**WORK INSTRUCTION:** What follows is a set of records. Copy them exactly and leave out the images.

**INFORMATION PROVIDED:**
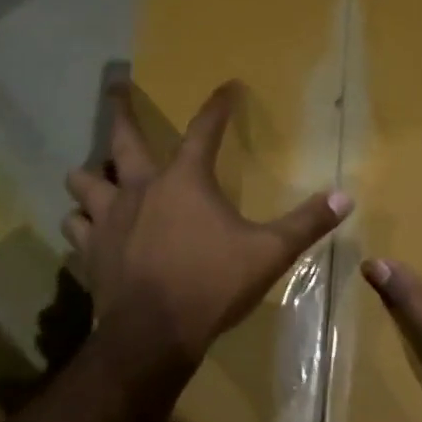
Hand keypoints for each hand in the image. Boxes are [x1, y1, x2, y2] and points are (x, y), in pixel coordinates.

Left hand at [64, 81, 352, 368]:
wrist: (155, 334)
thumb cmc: (213, 285)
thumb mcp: (269, 253)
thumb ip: (306, 224)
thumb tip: (345, 198)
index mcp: (185, 181)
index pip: (205, 130)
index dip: (218, 106)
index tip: (228, 87)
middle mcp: (141, 188)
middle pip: (122, 138)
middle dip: (119, 108)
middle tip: (115, 87)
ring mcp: (109, 218)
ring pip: (84, 180)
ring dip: (91, 174)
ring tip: (97, 173)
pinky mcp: (91, 250)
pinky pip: (75, 225)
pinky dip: (81, 220)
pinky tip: (87, 225)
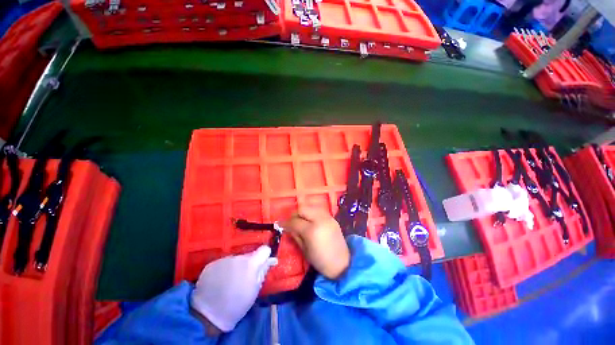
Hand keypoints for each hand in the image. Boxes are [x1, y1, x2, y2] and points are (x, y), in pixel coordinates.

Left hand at [190, 246, 276, 331]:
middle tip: (245, 278)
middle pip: (249, 255)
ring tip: (231, 282)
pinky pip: (223, 263)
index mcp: (251, 263)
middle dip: (250, 263)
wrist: (207, 315)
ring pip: (235, 259)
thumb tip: (272, 259)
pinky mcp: (211, 264)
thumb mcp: (255, 289)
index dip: (265, 256)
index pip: (264, 249)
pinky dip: (225, 270)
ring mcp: (223, 259)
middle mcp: (237, 257)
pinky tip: (220, 282)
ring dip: (236, 266)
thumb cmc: (237, 305)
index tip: (263, 264)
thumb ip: (263, 271)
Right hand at [282, 207, 349, 279]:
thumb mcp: (304, 250)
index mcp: (311, 230)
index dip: (286, 222)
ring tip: (301, 221)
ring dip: (304, 212)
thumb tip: (288, 227)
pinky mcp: (332, 218)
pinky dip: (312, 213)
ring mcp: (327, 217)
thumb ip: (295, 235)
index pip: (295, 221)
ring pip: (311, 207)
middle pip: (303, 209)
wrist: (342, 263)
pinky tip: (311, 221)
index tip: (281, 224)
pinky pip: (319, 211)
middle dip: (295, 214)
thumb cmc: (321, 261)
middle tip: (291, 222)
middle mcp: (320, 220)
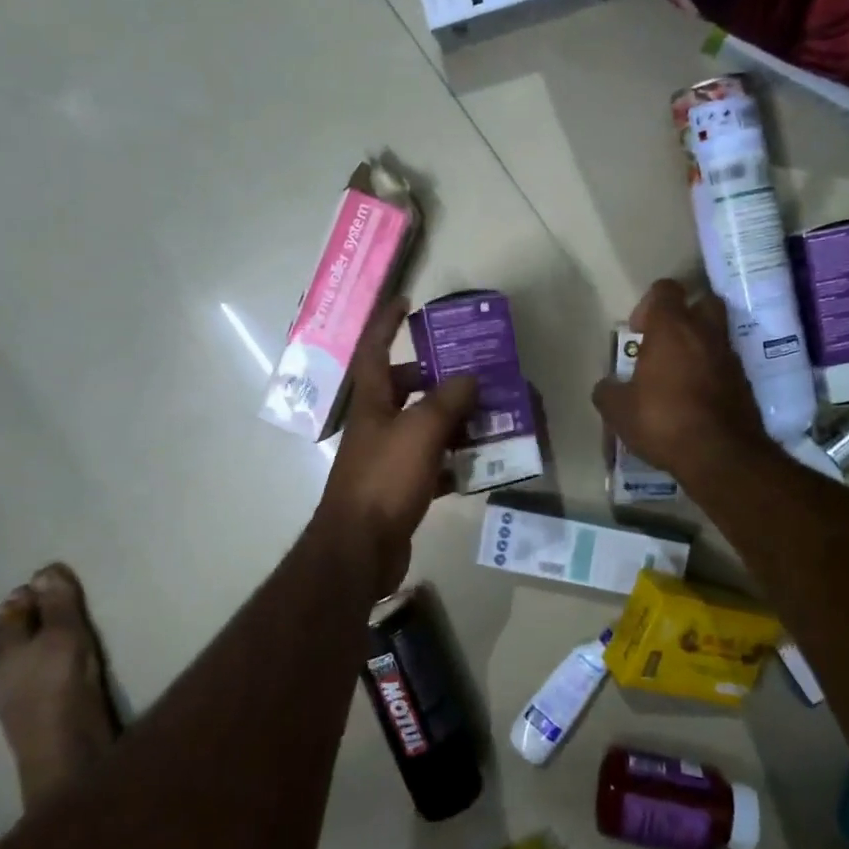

**ANSWER BELOW:**
Hand keypoints for each hand in the image. Boxes are [x1, y1, x2, y2] and points are (x, y), in pixel coordinates.

Left hand at [64, 81, 352, 368]:
wrist: (155, 334)
thumb cmc: (213, 285)
thumb mcp: (269, 253)
thumb ip: (306, 224)
thumb tip: (345, 198)
index mcp: (185, 181)
index pip: (205, 130)
index dip: (218, 106)
index tip: (228, 87)
middle mcp: (141, 188)
middle pip: (122, 138)
middle dip: (119, 108)
middle tip: (115, 87)
ring mcp: (109, 218)
ring pip: (84, 180)
ring dip: (91, 174)
ring tip: (97, 173)
pinky mcp: (91, 250)
pinky pip: (75, 225)
pinky dip: (81, 220)
pinky tip: (87, 225)
Hand keypoints for each hand in the image. Boxes are [x1, y1, x2, y2] and points are (x, y), in pixel coordinates.

Left hand at [190, 246, 276, 331]:
middle tip: (245, 278)
middle pip: (249, 255)
ring tip: (231, 282)
pinky pip: (223, 263)
index mcp: (251, 263)
middle dip: (250, 263)
wrist: (207, 315)
ring pip: (235, 259)
thumb tip: (272, 259)
pinky mcp: (211, 264)
thumb mcp: (255, 289)
index dip: (265, 256)
index pip: (264, 249)
pinky dip: (225, 270)
ring mcp: (223, 259)
middle mcp: (237, 257)
pinky tip: (220, 282)
ring dip: (236, 266)
thumb cmc: (237, 305)
index tip: (263, 264)
thumb ip: (263, 271)
Right hand at [282, 207, 349, 279]:
thumb mcp: (304, 250)
index mcp: (311, 230)
index dip: (286, 222)
ring tip: (301, 221)
ring dip: (304, 212)
thumb tip: (288, 227)
pinky mcp: (332, 218)
pinky dip: (312, 213)
ring mcp: (327, 217)
thumb ip: (295, 235)
index pip: (295, 221)
ring pip: (311, 207)
middle pip: (303, 209)
wrist: (342, 263)
pinky tip: (311, 221)
index tip: (281, 224)
pinky pip: (319, 211)
middle dip: (295, 214)
thumb cmc: (321, 261)
middle tip: (291, 222)
middle mcp: (320, 220)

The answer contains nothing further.